Earlier I had blogged about the economic resurgence of Africa over the past decade. Maxim Pinkovskiy and Xavier Sala-i-Martin have three graphics which reinforces the impression about an African resurgence.
There is a clearly evident connect between rising per capita incomes and declining poverty rates since the mid-nineties.
Much the same trends come from measurements of African welfare, using Amartya Sen’s index of GDP-per-capita x1 minus the Gini coefficient. It shows that African welfare declined substantially between 1970 and 1995, but the trend was reversed dramatically between 1995 and 2006.
All this has been accompanied by falling inequality, including after mid-nineties when economic growth rates rose steeply. This proves that growth was not confined to a narrow elite and was more broad-based.

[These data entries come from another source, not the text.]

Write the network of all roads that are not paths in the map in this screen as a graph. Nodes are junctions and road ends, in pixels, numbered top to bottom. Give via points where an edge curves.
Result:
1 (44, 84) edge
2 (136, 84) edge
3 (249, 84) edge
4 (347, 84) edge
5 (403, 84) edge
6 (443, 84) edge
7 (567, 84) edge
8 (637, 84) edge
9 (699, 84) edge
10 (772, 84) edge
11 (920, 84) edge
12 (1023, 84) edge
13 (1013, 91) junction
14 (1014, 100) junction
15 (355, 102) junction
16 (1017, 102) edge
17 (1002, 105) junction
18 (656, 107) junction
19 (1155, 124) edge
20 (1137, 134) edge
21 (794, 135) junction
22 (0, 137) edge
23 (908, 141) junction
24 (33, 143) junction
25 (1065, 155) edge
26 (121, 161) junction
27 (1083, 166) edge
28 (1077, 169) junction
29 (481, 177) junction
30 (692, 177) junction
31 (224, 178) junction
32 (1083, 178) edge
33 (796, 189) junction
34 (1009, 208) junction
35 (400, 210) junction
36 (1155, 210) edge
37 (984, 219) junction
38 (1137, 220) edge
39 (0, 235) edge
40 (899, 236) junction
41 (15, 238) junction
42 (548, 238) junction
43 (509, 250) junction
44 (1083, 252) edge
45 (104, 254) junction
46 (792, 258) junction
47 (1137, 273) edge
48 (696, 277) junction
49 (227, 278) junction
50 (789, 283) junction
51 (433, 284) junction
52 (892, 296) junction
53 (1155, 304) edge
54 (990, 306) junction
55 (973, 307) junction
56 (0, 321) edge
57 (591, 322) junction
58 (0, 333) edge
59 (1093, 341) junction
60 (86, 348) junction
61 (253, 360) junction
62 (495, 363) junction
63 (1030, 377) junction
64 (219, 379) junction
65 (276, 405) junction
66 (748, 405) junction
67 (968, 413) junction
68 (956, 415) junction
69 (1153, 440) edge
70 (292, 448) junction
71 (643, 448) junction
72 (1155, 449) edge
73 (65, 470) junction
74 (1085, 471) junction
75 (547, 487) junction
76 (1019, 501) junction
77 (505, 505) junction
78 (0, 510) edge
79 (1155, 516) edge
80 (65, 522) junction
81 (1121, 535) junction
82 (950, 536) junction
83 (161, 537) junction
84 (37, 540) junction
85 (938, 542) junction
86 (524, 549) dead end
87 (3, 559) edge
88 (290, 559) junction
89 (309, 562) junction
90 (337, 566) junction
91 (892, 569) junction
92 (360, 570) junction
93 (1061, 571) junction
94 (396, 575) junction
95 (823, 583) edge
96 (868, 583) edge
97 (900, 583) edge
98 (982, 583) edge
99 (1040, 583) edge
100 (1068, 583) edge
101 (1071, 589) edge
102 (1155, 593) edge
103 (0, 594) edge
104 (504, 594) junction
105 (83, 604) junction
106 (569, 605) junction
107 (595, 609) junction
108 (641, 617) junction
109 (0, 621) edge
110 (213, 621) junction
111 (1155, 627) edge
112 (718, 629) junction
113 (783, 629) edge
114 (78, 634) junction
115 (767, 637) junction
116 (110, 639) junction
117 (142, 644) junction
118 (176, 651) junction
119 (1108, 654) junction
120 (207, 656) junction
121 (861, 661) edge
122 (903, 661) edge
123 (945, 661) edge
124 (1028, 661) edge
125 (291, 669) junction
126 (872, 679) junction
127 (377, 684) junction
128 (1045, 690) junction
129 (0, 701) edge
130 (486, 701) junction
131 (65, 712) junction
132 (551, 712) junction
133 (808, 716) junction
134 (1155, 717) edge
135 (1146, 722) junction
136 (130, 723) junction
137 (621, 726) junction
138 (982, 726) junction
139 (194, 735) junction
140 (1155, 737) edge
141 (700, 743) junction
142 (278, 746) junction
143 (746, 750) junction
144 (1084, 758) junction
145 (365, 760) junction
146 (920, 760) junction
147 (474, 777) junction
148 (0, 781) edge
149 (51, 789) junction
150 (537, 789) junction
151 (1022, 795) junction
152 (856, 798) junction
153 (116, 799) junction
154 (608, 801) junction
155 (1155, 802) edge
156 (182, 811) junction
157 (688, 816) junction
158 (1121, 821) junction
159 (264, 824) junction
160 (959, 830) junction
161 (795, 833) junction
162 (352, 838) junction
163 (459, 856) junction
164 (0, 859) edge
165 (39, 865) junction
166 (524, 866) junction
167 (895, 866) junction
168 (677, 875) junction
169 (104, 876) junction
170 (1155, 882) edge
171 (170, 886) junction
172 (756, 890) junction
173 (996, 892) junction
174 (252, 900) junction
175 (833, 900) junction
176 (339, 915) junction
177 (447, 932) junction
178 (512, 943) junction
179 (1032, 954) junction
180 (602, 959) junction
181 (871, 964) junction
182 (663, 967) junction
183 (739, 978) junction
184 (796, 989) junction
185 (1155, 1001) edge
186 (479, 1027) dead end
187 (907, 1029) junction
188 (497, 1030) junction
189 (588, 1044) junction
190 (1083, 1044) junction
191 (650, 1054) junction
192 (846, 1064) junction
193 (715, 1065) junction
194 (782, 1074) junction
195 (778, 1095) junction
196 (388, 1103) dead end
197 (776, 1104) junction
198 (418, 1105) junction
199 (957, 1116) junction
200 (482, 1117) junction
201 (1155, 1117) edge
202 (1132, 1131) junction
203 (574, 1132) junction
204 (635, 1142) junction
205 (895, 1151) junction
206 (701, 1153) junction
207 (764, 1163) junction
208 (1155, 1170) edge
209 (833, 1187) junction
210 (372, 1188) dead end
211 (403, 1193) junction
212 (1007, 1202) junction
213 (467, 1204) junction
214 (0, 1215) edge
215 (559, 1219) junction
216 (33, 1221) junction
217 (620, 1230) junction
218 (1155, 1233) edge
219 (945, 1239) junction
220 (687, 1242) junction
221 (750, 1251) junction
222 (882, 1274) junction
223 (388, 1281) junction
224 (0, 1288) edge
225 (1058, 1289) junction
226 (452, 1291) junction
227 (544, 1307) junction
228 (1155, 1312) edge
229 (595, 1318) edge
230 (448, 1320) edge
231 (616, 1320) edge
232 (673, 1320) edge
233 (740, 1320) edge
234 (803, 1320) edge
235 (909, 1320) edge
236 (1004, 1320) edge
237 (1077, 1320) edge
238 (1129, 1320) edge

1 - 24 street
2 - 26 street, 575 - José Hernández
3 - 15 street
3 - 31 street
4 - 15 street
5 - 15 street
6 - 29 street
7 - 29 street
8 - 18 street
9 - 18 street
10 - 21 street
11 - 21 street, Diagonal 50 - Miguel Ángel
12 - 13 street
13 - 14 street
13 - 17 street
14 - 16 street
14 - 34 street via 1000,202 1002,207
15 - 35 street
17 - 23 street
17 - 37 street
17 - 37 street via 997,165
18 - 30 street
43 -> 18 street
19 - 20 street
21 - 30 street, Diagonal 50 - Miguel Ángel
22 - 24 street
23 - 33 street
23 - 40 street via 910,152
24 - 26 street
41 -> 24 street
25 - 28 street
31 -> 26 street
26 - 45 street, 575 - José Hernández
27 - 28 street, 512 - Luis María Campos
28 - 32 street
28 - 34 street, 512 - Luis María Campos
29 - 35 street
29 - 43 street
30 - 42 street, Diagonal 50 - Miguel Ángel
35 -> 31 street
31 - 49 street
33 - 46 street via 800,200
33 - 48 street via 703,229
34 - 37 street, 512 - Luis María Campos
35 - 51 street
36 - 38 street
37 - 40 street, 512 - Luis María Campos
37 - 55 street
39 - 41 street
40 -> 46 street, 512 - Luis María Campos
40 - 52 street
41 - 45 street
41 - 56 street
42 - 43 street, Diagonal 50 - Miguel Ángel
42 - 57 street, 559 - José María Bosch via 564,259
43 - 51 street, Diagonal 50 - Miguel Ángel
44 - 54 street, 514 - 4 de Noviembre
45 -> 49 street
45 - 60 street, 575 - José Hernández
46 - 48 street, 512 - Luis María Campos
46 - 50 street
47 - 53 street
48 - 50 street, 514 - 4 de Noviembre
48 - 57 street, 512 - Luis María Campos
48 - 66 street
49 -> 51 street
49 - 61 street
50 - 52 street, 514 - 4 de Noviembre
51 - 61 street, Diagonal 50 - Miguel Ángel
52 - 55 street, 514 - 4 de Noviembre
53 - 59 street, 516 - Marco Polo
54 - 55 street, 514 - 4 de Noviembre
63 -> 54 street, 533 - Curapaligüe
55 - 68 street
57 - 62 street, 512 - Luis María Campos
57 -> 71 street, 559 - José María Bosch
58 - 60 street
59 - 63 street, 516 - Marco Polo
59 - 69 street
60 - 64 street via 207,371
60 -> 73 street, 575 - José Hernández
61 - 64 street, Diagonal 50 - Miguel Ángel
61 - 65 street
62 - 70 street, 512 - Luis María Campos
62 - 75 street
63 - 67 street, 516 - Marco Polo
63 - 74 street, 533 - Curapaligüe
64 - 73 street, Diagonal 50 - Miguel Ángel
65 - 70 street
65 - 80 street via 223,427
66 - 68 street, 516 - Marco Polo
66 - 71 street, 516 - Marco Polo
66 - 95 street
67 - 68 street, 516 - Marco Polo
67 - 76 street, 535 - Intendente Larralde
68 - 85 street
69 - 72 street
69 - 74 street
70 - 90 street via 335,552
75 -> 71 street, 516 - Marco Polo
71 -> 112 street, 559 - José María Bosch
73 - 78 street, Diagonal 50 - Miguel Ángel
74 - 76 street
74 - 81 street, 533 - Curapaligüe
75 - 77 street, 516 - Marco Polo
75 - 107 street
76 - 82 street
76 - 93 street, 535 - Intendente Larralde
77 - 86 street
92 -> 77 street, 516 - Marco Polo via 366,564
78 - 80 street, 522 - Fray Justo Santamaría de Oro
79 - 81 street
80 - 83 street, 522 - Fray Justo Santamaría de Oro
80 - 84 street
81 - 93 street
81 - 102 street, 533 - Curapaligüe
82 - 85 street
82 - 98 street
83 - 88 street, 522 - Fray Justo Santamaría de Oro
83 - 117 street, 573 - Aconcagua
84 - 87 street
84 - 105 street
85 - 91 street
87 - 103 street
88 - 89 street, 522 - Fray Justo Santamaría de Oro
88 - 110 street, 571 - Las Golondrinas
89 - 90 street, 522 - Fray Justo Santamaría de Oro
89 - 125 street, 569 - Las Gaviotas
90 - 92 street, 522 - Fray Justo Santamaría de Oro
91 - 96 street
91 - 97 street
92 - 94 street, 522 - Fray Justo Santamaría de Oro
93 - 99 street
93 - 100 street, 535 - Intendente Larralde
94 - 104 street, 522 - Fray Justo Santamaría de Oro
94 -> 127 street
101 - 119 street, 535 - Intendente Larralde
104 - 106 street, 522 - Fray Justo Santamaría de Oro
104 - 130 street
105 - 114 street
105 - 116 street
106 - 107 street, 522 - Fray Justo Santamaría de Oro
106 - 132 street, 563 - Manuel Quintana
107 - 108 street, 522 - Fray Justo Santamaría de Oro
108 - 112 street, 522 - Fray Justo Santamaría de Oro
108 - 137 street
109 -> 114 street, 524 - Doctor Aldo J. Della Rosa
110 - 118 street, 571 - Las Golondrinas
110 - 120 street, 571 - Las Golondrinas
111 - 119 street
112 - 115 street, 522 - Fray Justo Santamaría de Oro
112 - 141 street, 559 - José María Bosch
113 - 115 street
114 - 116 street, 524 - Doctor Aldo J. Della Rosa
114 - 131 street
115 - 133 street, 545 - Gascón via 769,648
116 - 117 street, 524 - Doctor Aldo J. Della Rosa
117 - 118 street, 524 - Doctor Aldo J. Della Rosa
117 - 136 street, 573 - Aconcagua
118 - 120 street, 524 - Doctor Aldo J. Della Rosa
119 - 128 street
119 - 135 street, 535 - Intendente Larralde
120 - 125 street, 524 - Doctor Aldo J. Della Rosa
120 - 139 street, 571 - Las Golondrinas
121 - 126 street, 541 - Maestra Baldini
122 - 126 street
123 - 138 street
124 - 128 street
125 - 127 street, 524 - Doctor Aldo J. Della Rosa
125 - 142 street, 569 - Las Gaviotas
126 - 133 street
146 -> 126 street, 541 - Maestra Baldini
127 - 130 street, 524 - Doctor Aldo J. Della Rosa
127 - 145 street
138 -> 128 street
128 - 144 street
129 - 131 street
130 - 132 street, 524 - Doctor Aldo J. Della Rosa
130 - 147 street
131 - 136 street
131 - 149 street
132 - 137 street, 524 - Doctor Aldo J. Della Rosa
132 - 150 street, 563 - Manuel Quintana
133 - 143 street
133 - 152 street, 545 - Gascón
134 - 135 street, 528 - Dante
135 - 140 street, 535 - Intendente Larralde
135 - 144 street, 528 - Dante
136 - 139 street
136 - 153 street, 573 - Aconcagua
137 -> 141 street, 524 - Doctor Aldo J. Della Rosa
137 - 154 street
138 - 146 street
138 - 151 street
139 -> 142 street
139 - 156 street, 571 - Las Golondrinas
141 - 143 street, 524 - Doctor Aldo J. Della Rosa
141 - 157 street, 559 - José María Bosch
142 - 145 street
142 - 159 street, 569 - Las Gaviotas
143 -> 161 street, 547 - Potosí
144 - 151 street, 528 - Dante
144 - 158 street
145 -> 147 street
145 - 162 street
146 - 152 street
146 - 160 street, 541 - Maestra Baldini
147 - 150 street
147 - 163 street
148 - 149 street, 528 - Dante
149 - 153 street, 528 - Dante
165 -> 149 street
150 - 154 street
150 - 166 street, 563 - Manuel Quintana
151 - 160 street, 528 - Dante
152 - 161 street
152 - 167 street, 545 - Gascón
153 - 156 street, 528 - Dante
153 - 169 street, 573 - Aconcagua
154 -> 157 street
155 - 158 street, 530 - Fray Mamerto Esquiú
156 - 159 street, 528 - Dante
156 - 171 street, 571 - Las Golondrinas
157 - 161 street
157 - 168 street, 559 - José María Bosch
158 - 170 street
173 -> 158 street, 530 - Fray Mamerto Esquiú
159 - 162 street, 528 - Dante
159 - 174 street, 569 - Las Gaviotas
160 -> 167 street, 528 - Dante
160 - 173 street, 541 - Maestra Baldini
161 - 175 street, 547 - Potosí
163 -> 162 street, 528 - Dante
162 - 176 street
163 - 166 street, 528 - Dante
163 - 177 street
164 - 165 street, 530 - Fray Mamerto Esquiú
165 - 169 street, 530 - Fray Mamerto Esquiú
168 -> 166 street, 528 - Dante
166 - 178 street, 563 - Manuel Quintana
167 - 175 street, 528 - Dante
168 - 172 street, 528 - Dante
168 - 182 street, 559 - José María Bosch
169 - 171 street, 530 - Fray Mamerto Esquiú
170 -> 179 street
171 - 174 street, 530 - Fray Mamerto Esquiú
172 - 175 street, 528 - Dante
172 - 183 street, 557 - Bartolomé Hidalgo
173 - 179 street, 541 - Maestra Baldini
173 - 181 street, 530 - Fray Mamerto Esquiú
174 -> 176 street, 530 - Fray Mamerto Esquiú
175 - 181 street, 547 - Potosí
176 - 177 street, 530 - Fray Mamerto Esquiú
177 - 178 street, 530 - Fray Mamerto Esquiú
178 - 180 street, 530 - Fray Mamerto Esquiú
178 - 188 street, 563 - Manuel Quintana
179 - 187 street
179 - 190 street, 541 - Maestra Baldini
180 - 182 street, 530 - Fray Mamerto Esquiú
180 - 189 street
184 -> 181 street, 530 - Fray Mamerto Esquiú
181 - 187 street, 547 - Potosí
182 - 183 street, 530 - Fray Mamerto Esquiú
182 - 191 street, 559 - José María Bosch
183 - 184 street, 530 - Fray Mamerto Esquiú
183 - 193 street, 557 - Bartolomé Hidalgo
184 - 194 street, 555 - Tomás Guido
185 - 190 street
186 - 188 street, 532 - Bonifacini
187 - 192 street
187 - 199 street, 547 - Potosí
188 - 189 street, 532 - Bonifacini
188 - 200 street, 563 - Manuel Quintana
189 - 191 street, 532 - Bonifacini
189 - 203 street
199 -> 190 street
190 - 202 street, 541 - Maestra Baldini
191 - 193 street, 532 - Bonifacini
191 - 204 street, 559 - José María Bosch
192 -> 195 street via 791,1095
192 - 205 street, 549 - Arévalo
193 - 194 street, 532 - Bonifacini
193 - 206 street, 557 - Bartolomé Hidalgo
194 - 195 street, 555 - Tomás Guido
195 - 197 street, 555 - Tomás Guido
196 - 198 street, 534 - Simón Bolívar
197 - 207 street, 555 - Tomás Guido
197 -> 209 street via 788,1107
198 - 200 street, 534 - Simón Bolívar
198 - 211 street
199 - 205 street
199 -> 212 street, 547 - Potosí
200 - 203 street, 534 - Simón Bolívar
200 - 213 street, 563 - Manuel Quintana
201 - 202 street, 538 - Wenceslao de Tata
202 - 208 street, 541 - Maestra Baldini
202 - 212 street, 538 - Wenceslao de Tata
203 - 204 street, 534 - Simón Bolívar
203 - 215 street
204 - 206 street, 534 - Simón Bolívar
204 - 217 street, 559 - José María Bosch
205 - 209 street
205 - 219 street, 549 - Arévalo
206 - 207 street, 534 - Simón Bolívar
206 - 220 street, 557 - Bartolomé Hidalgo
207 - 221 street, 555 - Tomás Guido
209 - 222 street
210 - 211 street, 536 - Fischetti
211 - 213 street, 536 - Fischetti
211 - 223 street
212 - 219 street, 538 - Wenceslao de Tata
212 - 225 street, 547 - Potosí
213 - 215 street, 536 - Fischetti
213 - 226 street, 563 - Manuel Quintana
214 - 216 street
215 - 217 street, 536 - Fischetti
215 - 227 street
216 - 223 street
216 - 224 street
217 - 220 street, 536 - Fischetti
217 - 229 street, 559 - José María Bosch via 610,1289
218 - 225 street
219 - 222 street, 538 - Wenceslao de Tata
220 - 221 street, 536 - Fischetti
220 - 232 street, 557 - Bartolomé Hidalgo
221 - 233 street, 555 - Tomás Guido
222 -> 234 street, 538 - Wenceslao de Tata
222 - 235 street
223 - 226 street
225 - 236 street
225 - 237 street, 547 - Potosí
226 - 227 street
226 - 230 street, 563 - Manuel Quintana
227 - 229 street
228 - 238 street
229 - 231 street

Their main conclusion is that "Africa is reducing poverty, and doing it much faster than many thought", especially in the 1995-2006 period. More encouragingly, they also find that "growth from the period 1995-2006, far from benefiting only the elites, has been sufficiently widely spread that both total African inequality and African within-country inequality actually declined over this period".
Further, they also write that "African poverty reduction cannot be explained by a large country, or even by a single set of countries possessing some beneficial geographical or historical characteristic". All classes of countries, including those with disadvantageous geography and history, experience reductions in poverty.
All this raises the question, is Africa today at the same stage East Asia and Asia Pacific were in the seventies?